An Iron Range Prospectus, or two

I bet if you try, you can remember when you were learning the fundamentals of writing a Compare and Contrast essay. Today, we're going to try something similar, but include a few shortcuts in the form of hyperlinks. The topic is "Which Kind of Future for Minnesota's Iron Range Is Most likely To Lead to Sustainable Employment?" Example number one is a recent story about the turmoil in the Cliffs Natural Resources Board.
“Cliffs has taken measures to reduce our cost structure, reduce our operational footprint and consolidate where it makes sense,” spokeswoman Patricia Persico said in a statement.
Example number two describes the setbacks in financing a taconite processing plant that may create 350 jobs at some future time. It's unclear when and if the final(?) part of the financing package will be put together.
Struggling Essar Steel Minnesota has failed to secure the equity financing needed to save a critical bond deal to complete construction of a $1.8 billion taconite plant in Nashwauk, Minn.

Now, local officials worry that the project and 350 future jobs are up in the air.

northern Minnesota trail marker
Photo by J. Harrington
Example number three comes from South Dakota via an Iron Ranger. Somehow Aaron Brown was allowed to take a vacation away from The Range. He has a fascinating report on the economic development progress being experienced in Mitchell, SD, home of the Corn Palace. At first I thought my computer had led me astray and I was reading The Onion. Here's why: about Mitchell, Mr. Brown writes that:
this city has quietly reinvented itself as an economic center for technology, marketing and manufacturing. The nation’s leading supplier of rural telecommunication services developed itself right here, and billboards for miles around tout new high-paying jobs in Mitchell.

... investments in existing companies and tech infrastructure allowed hometown entrepreneurs to build an international communication software company in Mitchell. That brought more than 500 high-paid software developers and communication professionals to town.
So, we can compare 350 jobs on hold due to problems financing a taconite plant, plus turmoil on the board of a long established Iron Range stakeholder that is now focused on cost cutting, plus a promise of maybe 360 "high-paying" jobs, offset by hundreds of years of environmental risk --  if Minnesota permits copper-nickel mining to proceed with the PolyMet project -- and contrast that  with 500 high-paying jobs that weren't there a decade ago in MItchell, SD, that don't threaten the local environment and that depend, to some extent, on the quality of life in Mitchell, SD, which has corn but, to my knowledge, no mines.
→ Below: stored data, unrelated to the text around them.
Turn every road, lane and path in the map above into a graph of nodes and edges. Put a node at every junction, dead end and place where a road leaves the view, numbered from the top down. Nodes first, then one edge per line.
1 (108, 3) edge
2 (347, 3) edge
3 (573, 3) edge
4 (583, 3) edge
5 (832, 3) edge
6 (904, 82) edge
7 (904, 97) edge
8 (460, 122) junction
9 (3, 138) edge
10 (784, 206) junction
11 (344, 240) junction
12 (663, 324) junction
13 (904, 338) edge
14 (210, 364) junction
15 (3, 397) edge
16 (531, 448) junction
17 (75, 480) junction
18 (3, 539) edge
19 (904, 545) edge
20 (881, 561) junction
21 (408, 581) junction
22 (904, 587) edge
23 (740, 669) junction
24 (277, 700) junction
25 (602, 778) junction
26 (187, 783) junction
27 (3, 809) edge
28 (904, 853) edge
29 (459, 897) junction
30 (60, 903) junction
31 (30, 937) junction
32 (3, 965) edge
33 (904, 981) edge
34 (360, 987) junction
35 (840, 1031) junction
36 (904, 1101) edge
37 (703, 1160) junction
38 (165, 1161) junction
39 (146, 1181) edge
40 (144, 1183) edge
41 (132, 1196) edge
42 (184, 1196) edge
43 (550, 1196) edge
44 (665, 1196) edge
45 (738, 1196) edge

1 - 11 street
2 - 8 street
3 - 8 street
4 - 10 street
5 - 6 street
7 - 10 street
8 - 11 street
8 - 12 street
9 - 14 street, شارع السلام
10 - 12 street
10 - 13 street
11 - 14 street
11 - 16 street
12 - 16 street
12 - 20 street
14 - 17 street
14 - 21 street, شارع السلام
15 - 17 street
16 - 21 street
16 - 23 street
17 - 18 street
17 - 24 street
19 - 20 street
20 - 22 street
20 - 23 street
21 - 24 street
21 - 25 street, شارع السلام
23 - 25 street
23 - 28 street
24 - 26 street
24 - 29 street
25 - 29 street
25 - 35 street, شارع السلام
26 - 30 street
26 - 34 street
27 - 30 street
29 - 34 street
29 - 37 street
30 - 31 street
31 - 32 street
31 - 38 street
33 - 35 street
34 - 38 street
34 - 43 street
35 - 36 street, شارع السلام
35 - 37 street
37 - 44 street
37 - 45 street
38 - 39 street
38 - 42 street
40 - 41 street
If you were to look at the Iron Range as if it were a startup company and you were an angel investor considering your options, which strategy would you support, mining or high tech? Here's that Blandin on Broadband info, in case it helps. Remember, we need to choose what we want. We can't have it all, no matter how American we are.

The True-Blue American

By Delmore Schwartz 

Jeremiah Dickson was a true-blue American,
For he was a little boy who understood America, for he felt that he must
Think about everything; because that’s all there is to think about,   
Knowing immediately the intimacy of truth and comedy,   
Knowing intuitively how a sense of humor was a necessity   
For one and for all who live in America. Thus, natively, and   
Naturally when on an April Sunday in an ice cream parlor Jeremiah   
Was requested to choose between a chocolate sundae and a banana split
He answered unhesitatingly, having no need to think of it
Being a true-blue American, determined to continue as he began:   
Rejecting the either-or of Kierkegaard, and many another European;   
Refusing to accept alternatives, refusing to believe the choice of between;
Rejecting selection; denying dilemma; electing absolute affirmation: knowing
         in his breast
                  The infinite and the gold
                  Of the endless frontier, the deathless West.

“Both: I will have them both!” declared this true-blue American   
In Cambridge, Massachusetts, on an April Sunday, instructed
         By the great department stores, by the Five-and-Ten,
Taught by Christmas, by the circus, by the vulgarity and grandeur of
         Niagara Falls and the Grand Canyon,
Tutored by the grandeur, vulgarity, and infinite appetite gratified and   
         Shining in the darkness, of the light
On Saturdays at the double bills of the moon pictures,
The consummation of the advertisements of the imagination of the light
Which is as it was—the infinite belief in infinite hope—of Columbus,   
         Barnum, Edison, and Jeremiah Dickson.